Circles was intended to be a companion piece to Swimming. Miller wanted to convey the idea of swimming in circles; a representation that life is in constant cycles. 

After Miller died due to an accidental drug overdose the music industry was unsure if his fifth album would be the last. On January 8, 2020, it was announced by his family that a new album would be coming entitled Circles and released the first single, “Good News.”

The single was a perfect insight into how the album would sound and feel, and what it would represent. Miller sings about being drained from living in the public eye and how everyone just wants to hear the bright side and positive outlooks. He is drained from always apologizing and drained from being tired.

Circles’ album cover is a hazy portrait of the Pittsburg born rapper.

Circles was released almost two weeks later, on January 17. The album included 12 tracks with his vocals alone. Prior to Miller’s death, he was working closely with Jon Brion on Circles. Brion knew the vision and direction directly from Miller and finished the album with his best effort. 

The easy-going vibe almost makes Circles feel like it’s directly from Miller. Yet this album is undeniably different. The album feels like a window into how the people closest to him viewed him. This mix of Miller and others creates an album that gets slightly lost and confused at times.

Three consecutive tracks—“Woods,” “Hand Me Downs” and “That’s on Me”— all sound incredibly similar. There are low points in the album that disappoint, but Miller was not a perfect artist. He had plenty of low points in his music; it is the authenticity in his emotion and lyricism that holds him afloat in the music industry. 

“I Can See” is a highlight of his talents. Miller is almost optimistic on this track. It follows his confusion about life and states what he thinks he knows about the world. He talks about dreams and reality. His thoughts resemble a request for knowledge from a faraway god about the unknowns. 

Miller has an interesting history with religion. He was raised Jewish after his mother but went to a Christian grade school due to his father’s wishes for him to receive a good education. On this album, he often questions what comes next. He talks wholeheartedly about living forever in one moment and then chants on about waiting for the inevitable. 

The opening, title track is the strongest on the album. “Circles” executes Miller’s swimming in circles mantra perfectly. He sings the idea in a song that also tackles love and pain.

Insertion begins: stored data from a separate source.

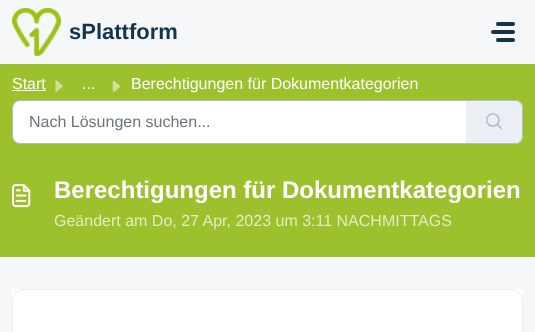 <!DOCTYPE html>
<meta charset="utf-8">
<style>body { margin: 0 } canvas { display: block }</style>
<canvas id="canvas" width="535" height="332"></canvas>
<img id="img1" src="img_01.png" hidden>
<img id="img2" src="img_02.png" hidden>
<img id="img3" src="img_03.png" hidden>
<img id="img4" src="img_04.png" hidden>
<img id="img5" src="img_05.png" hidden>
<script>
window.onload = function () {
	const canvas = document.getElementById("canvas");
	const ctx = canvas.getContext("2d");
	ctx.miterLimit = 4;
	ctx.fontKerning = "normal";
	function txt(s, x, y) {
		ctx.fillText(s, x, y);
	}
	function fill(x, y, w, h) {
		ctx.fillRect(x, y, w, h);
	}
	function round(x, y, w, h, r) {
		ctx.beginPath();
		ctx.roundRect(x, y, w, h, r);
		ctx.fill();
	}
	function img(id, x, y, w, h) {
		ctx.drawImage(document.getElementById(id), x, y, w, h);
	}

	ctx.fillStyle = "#F5F7F9";
	fill(0, 0, 535, 332);
	img("img1", 12, 8, 49, 48);
	ctx.fillStyle = "#12344D";
	round(496, 22, 19, 4, 2);
	round(491, 30, 24, 4, 2);
	round(496, 38, 19, 4, 2);
	ctx.fillStyle = "#9DC02D";
	fill(0, 64, 535, 193);
	ctx.fillStyle = "#FFFFFF";
	fill(12, 90, 34, 1);
	img("img2", 55, 80, 8, 12);
	img("img3", 112, 80, 8, 13);
	ctx.beginPath();
	ctx.roundRect(12.5, 100.5, 454, 43, [7.5, 0, 0, 7.5]);
	ctx.fill();
	ctx.strokeStyle = "#B1BDC8";
	ctx.stroke();
	ctx.fillStyle = "#EBEFF3";
	ctx.beginPath();
	ctx.roundRect(466, 100, 57, 44, [0, 8, 8, 0]);
	ctx.fill();
	ctx.fillStyle = "#B1BDC8";
	ctx.beginPath();
	ctx.moveTo(466, 100);
	ctx.lineTo(515, 100);
	ctx.bezierCurveTo(519, 100, 523, 104, 523, 108);
	ctx.lineTo(523, 136);
	ctx.bezierCurveTo(523, 140, 519, 144, 515, 144);
	ctx.lineTo(466, 144);
	ctx.closePath();
	ctx.moveTo(466, 101);
	ctx.lineTo(515, 101);
	ctx.bezierCurveTo(519, 101, 522, 104, 522, 108);
	ctx.lineTo(522, 136);
	ctx.bezierCurveTo(522, 140, 519, 143, 515, 143);
	ctx.lineTo(466, 143);
	ctx.closePath();
	ctx.fill("evenodd");
	img("img4", 486, 113, 16, 17);
	img("img5", 12, 184, 19, 24);
	ctx.fillStyle = "#FFFFFF";
	fill(12, 289, 511, 43);
	ctx.beginPath();
	ctx.roundRect(12.5, 289.5, 510, 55, 11.5);
	ctx.strokeStyle = "#EBEFF3";
	ctx.stroke();
	ctx.font = "bold 22px Liberation Sans";
	ctx.fillStyle = "#12344D";
	txt("sPlattform", 69, 39);
	ctx.font = "16px Liberation Sans";
	ctx.fillStyle = "#FFFFFF";
	txt("Start", 12, 89);
	txt("...", 82, 89);
	txt("Berechtigungen für Dokumentkategorien", 131, 89);
	ctx.fillStyle = "#6C757D";
	txt("Nach Lösungen suchen...", 29, 127);
	ctx.font = "bold 24px Liberation Sans";
	ctx.fillStyle = "#FFFFFF";
	txt("Berechtigungen für Dokumentkategorien", 54, 198);
	ctx.font = "16px Liberation Sans";
	ctx.fillStyle = "#E2ECC0";
	txt("Geändert am Do, 27 Apr, 2023 um 3:11 NACHMITTAGS", 54, 226);
};
</script> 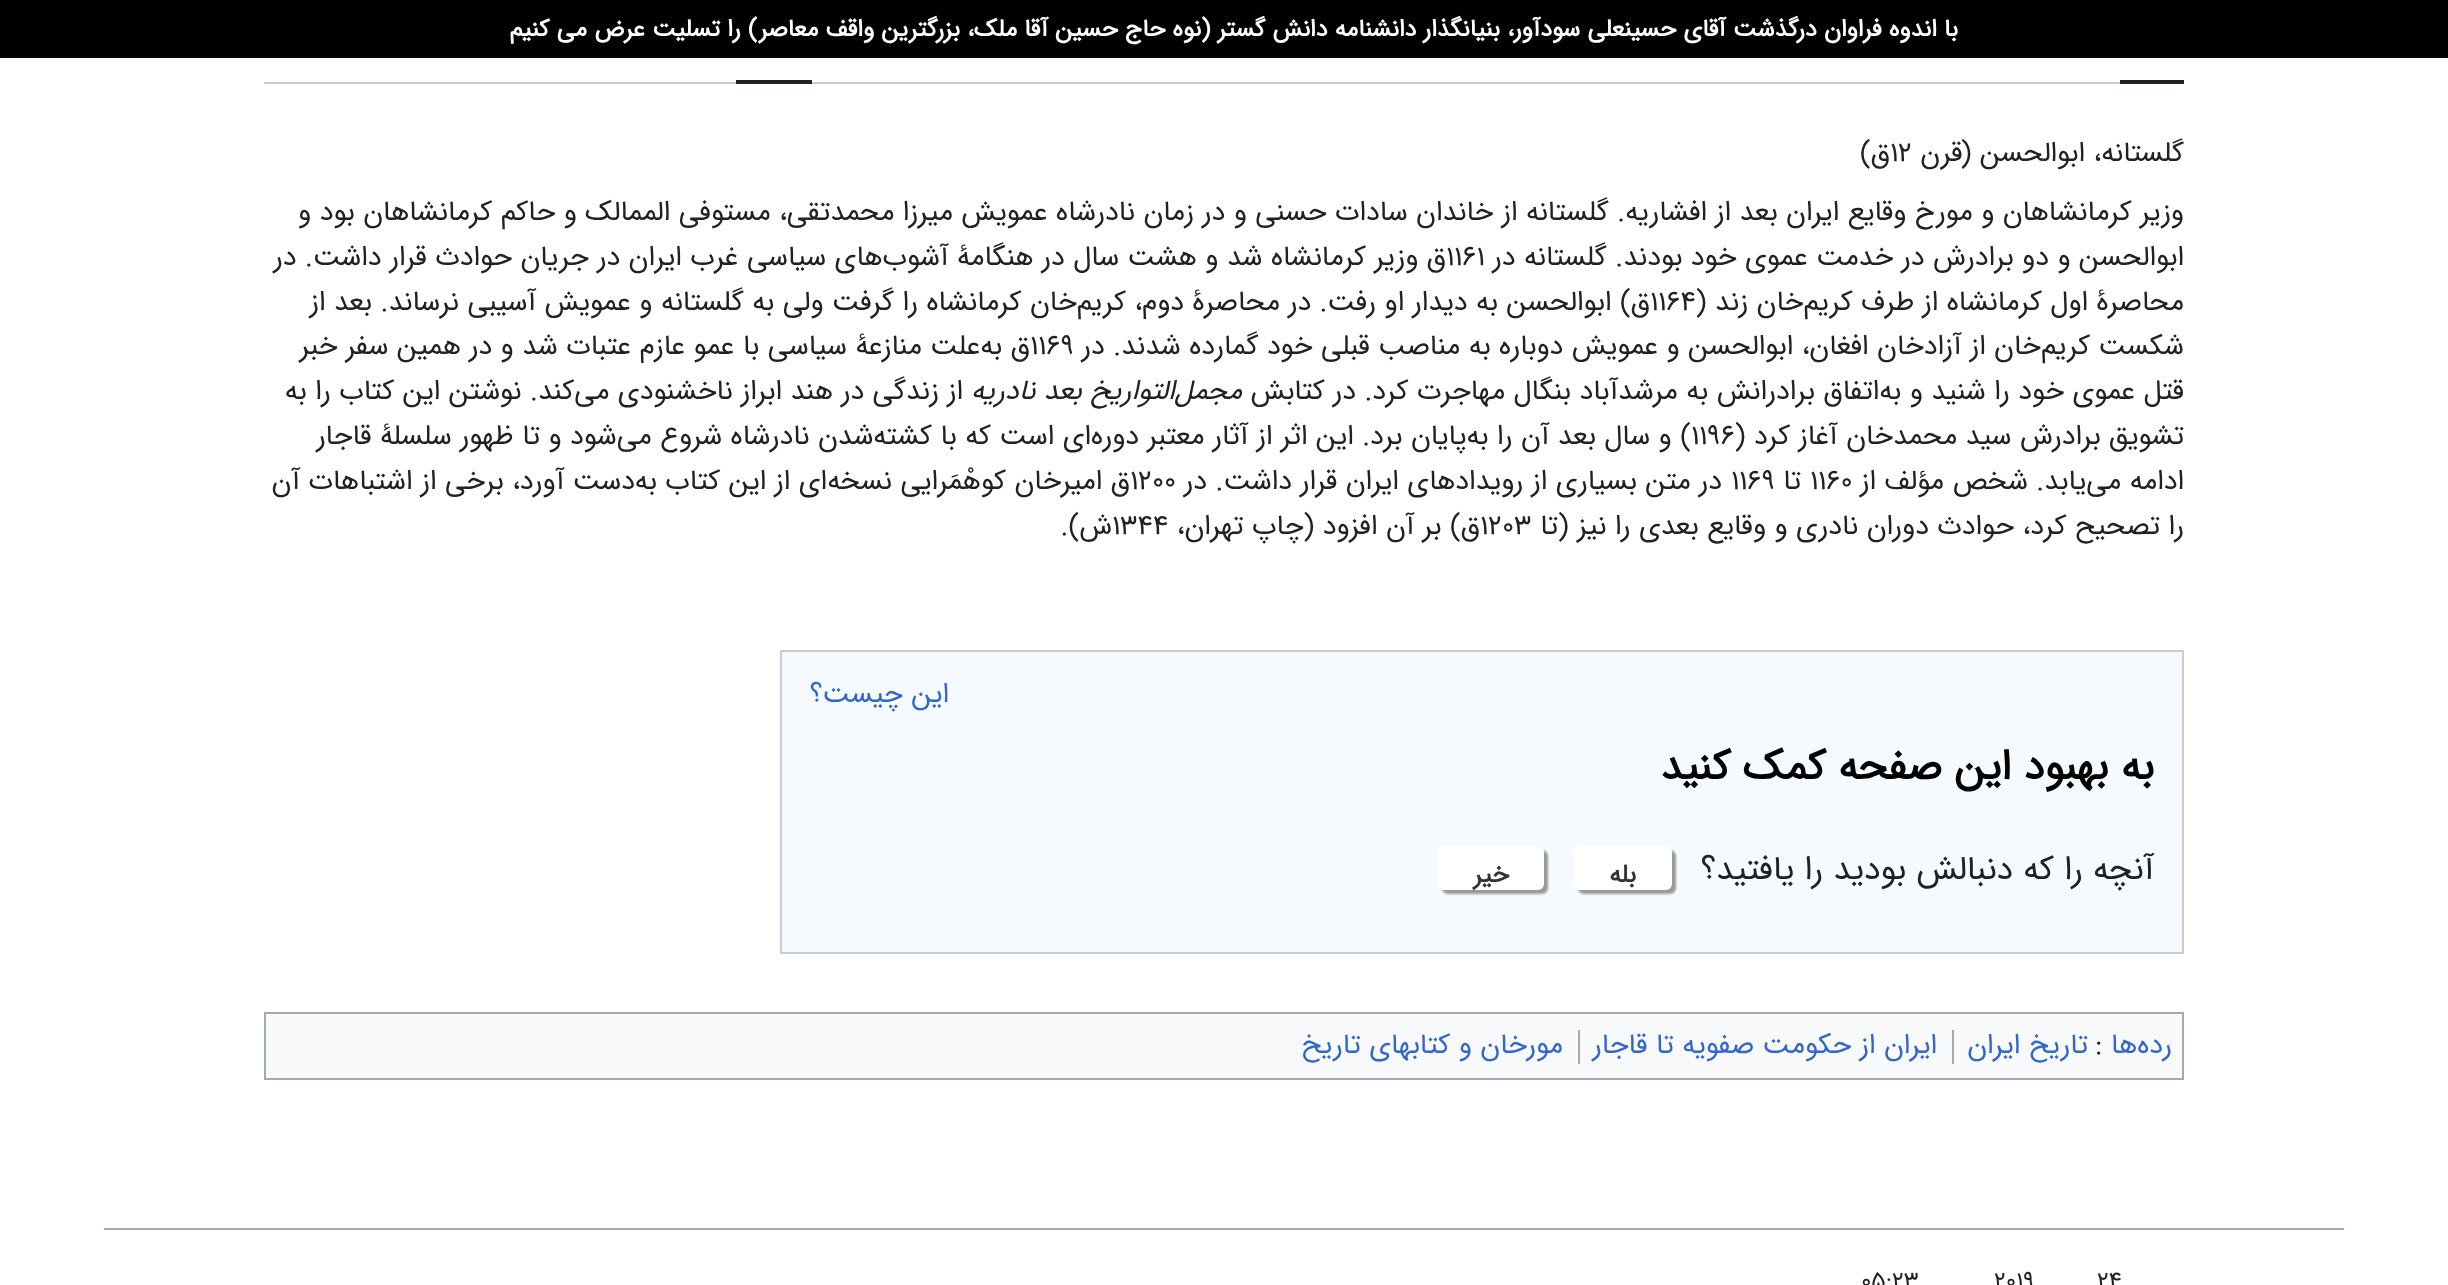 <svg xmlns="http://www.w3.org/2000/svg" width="2448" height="1285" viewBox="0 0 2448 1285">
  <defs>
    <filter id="blur1" x="-50%" y="-200%" width="200%" height="500%"><feGaussianBlur stdDeviation="1"/></filter>
  </defs>
  <rect width="100%" height="100%" fill="#ffffff"/>
  <rect x="0" y="0" width="2448" height="58" fill="#000000"/>
  <text x="1958" y="36" font-family="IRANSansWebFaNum" font-size="24" font-weight="bold" direction="rtl" fill="#ffffff">با اندوه فراوان درگذشت آقای حسینعلی سودآور، بنیانگذار دانشنامه دانش گستر (نوه حاج حسین آقا ملک، بزرگترین واقف معاصر) را تسلیت عرض می کنیم</text>
  <rect x="264" y="82" width="1856" height="2" fill="#c8ccd1"/>
  <rect x="2120" y="80" width="64" height="4" fill="#202122"/>
  <rect x="736" y="80" width="76" height="4" fill="#202122"/>
  <text x="2184" y="161" font-family="IRANSansWebFaNum" font-size="28" direction="rtl" fill="#202122">گلستانه، ابوالحسن (قرن</text>
  <text x="1890" y="161" font-family="IRANSansWebFaNum" font-size="28" fill="#202122">۱۲</text>
  <text x="1890" y="161" font-family="IRANSansWebFaNum" font-size="28" direction="rtl" fill="#202122">ق)</text>
  <text x="2184" y="220" font-family="IRANSansWebFaNum" font-size="28" direction="rtl" fill="#202122">وزیر کرمانشاهان و مورخ وقایع ایران بعد از افشاریه. گلستانه از خاندان سادات حسنی و در زمان نادرشاه عمویش میرزا محمدتقی، مستوفی الممالک و حاکم کرمانشاهان بود و</text>
  <text x="2184" y="265" font-family="IRANSansWebFaNum" font-size="28" direction="rtl" fill="#202122">ابوالحسن و دو برادرش در خدمت عموی خود بودند. گلستانه در</text>
  <text x="1446" y="265" font-family="IRANSansWebFaNum" font-size="28" fill="#202122">۱۱۶۱</text>
  <text x="1446" y="265" font-family="IRANSansWebFaNum" font-size="28" direction="rtl" fill="#202122">ق وزیر کرمانشاه شد و هشت سال در هنگامۀ آشوب‌های سیاسی غرب ایران در جریان حوادث قرار داشت. در</text>
  <text x="2184" y="310" font-family="IRANSansWebFaNum" font-size="28" direction="rtl" fill="#202122">محاصرۀ اول کرمانشاه از طرف کریم‌خان زند (</text>
  <text x="1650" y="310" font-family="IRANSansWebFaNum" font-size="28" fill="#202122">۱۱۶۴</text>
  <text x="1650" y="310" font-family="IRANSansWebFaNum" font-size="28" direction="rtl" fill="#202122">ق) ابوالحسن به دیدار او رفت. در محاصرۀ دوم، کریم‌خان کرمانشاه را گرفت ولی به گلستانه و عمویش آسیبی نرساند. بعد از</text>
  <text x="2184" y="354" font-family="IRANSansWebFaNum" font-size="28" direction="rtl" fill="#202122">شکست کریم‌خان از آزادخان افغان، ابوالحسن و عمویش دوباره به مناصب قبلی خود گمارده شدند. در</text>
  <text x="1030" y="354" font-family="IRANSansWebFaNum" font-size="28" fill="#202122">۱۱۶۹</text>
  <text x="1030" y="354" font-family="IRANSansWebFaNum" font-size="28" direction="rtl" fill="#202122">ق به‌علت منازعۀ سیاسی با عمو عازم عتبات شد و در همین سفر خبر</text>
  <text x="2184" y="399" font-family="IRANSansWebFaNum" font-size="28" direction="rtl" fill="#202122">قتل عموی خود را شنید و به‌اتفاق برادرانش به مرشدآباد بنگال مهاجرت کرد. در کتابش</text>
  <text x="1242" y="399" font-family="IRANSansWebFaNum" font-size="28" font-style="italic" direction="rtl" fill="#202122">مجمل‌التواریخ بعد نادریه</text>
  <text x="963" y="399" font-family="IRANSansWebFaNum" font-size="28" direction="rtl" fill="#202122">از زندگی در هند ابراز ناخشنودی می‌کند. نوشتن این کتاب را به</text>
  <text x="2184" y="444" font-family="IRANSansWebFaNum" font-size="28" direction="rtl" fill="#202122">تشویق برادرش سید محمدخان آغاز کرد (</text>
  <text x="1691" y="444" font-family="IRANSansWebFaNum" font-size="28" fill="#202122">۱۱۹۶</text>
  <text x="1691" y="444" font-family="IRANSansWebFaNum" font-size="28" direction="rtl" fill="#202122">) و سال بعد آن را به‌پایان برد. این اثر از آثار معتبر دوره‌‌ای است که با کشته‌شدن نادرشاه شروع می‌شود و تا ظهور سلسلۀ قاجار</text>
  <text x="2184" y="489" font-family="IRANSansWebFaNum" font-size="28" direction="rtl" fill="#202122">ادامه می‌یابد. شخص مؤلف از</text>
  <text x="1810" y="489" font-family="IRANSansWebFaNum" font-size="28" fill="#202122">۱۱۶۰</text>
  <text x="1801" y="489" font-family="IRANSansWebFaNum" font-size="28" direction="rtl" fill="#202122">تا</text>
  <text x="1731" y="489" font-family="IRANSansWebFaNum" font-size="28" fill="#202122">۱۱۶۹</text>
  <text x="1722" y="489" font-family="IRANSansWebFaNum" font-size="28" direction="rtl" fill="#202122">در متن بسیاری از رویدادهای ایران قرار داشت. در</text>
  <text x="1130" y="489" font-family="IRANSansWebFaNum" font-size="28" fill="#202122">۱۲۰۰</text>
  <text x="1130" y="489" font-family="IRANSansWebFaNum" font-size="28" direction="rtl" fill="#202122">ق امیرخان کوهْمَرایی نسخه‌ای از این کتاب به‌دست آورد، برخی از اشتباهات آن</text>
  <text x="2184" y="534" font-family="IRANSansWebFaNum" font-size="28" direction="rtl" fill="#202122">را تصحیح کرد، حوادث دوران نادری و وقایع بعدی را نیز (تا</text>
  <text x="1480" y="534" font-family="IRANSansWebFaNum" font-size="28" fill="#202122">۱۲۰۳</text>
  <text x="1480" y="534" font-family="IRANSansWebFaNum" font-size="28" direction="rtl" fill="#202122">ق) بر آن افزود (چاپ تهران،</text>
  <text x="1112" y="534" font-family="IRANSansWebFaNum" font-size="28" fill="#202122">۱۳۴۴</text>
  <text x="1112" y="534" font-family="IRANSansWebFaNum" font-size="28" direction="rtl" fill="#202122">ش).</text>
  <rect x="781" y="651" width="1402" height="302" fill="#f5faff" stroke="#cccccc" stroke-width="2"/>
  <text x="949" y="702" font-family="IRANSansWebFaNum" font-size="28" direction="rtl" fill="#3366cc">این چیست؟</text>
  <text x="2154" y="779" font-family="IRANSansWebFaNum" font-size="42" font-weight="bold" direction="rtl" fill="#000000">به بهبود این صفحه کمک کنید</text>
  <text x="2154" y="879" font-family="IRANSansWebFaNum" font-size="33.6" direction="rtl" fill="#202122">آنچه را که دنبالش بودید را یافتید؟</text>
  <rect x="1578" y="850" width="98" height="44" rx="6" fill="#999999" filter="url(#blur1)"/>
  <rect x="1574" y="846" width="98" height="44" rx="6" fill="#ffffff"/>
  <text x="1636" y="882" font-family="IRANSansWebFaNum" font-size="25" font-weight="bold" direction="rtl" fill="#333333">بله</text>
  <rect x="1442" y="850" width="106" height="44" rx="6" fill="#999999" filter="url(#blur1)"/>
  <rect x="1438" y="846" width="106" height="44" rx="6" fill="#ffffff"/>
  <text x="1509" y="882" font-family="IRANSansWebFaNum" font-size="25" font-weight="bold" direction="rtl" fill="#333333">خیر</text>
  <rect x="265" y="1013" width="1918" height="66" fill="#f8f9fa" stroke="#a2a9b1" stroke-width="2"/>
  <text x="2172" y="1053" font-family="IRANSansWebFaNum" font-size="28" direction="rtl" fill="#3366cc">رده‌ها</text>
  <text x="2095" y="1053" font-family="IRANSansWebFaNum" font-size="28" fill="#202122">:</text>
  <text x="2088" y="1053" font-family="IRANSansWebFaNum" font-size="28" direction="rtl" fill="#3366cc">تاریخ ایران</text>
  <rect x="1952" y="1030" width="2" height="34" fill="#a2a9b1"/>
  <text x="1937" y="1053" font-family="IRANSansWebFaNum" font-size="28" direction="rtl" fill="#3366cc">ایران از حکومت صفویه تا قاجار</text>
  <rect x="1578" y="1030" width="2" height="34" fill="#a2a9b1"/>
  <text x="1563" y="1053" font-family="IRANSansWebFaNum" font-size="28" direction="rtl" fill="#3366cc">مورخان و کتابهای تاریخ</text>
  <rect x="104" y="1228" width="2240" height="2" fill="#a2a9b1"/>
  <text x="2097" y="1288" font-family="IRANSansWebFaNum" font-size="24" fill="#202122">۲۴</text>
  <text x="1994" y="1288" font-family="IRANSansWebFaNum" font-size="24" fill="#202122">۲۰۱۹</text>
  <text x="1861" y="1288" font-family="IRANSansWebFaNum" font-size="24" fill="#202122">۰۵:۲۳</text>
</svg>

He mentions his addictions and past loves. Miller explains the cycles of the world effortlessly with sorrow and confidence.

Well I drink my whiskey, and you sip your wine / We’re doing well, sitting, watching the world falling down, its decline / And I keep you safe, I can keep you safe / Do not be afraid, do not be afraid

— Circles


Mac Miller said how he was feeling about himself and his life, but only got to tell his thoughts and worries after it was too late to hear a response. This album carries the emotional baggage Miller dropped when he left this world. 

Circles, with all its imperfections, might be the final curtain call for Mac Miller. This leaves fans with heavy hearts and grief, but not complete disappointment. This album won’t go down in history as Miller’s best, nor worst; it will go down as his final statement on life.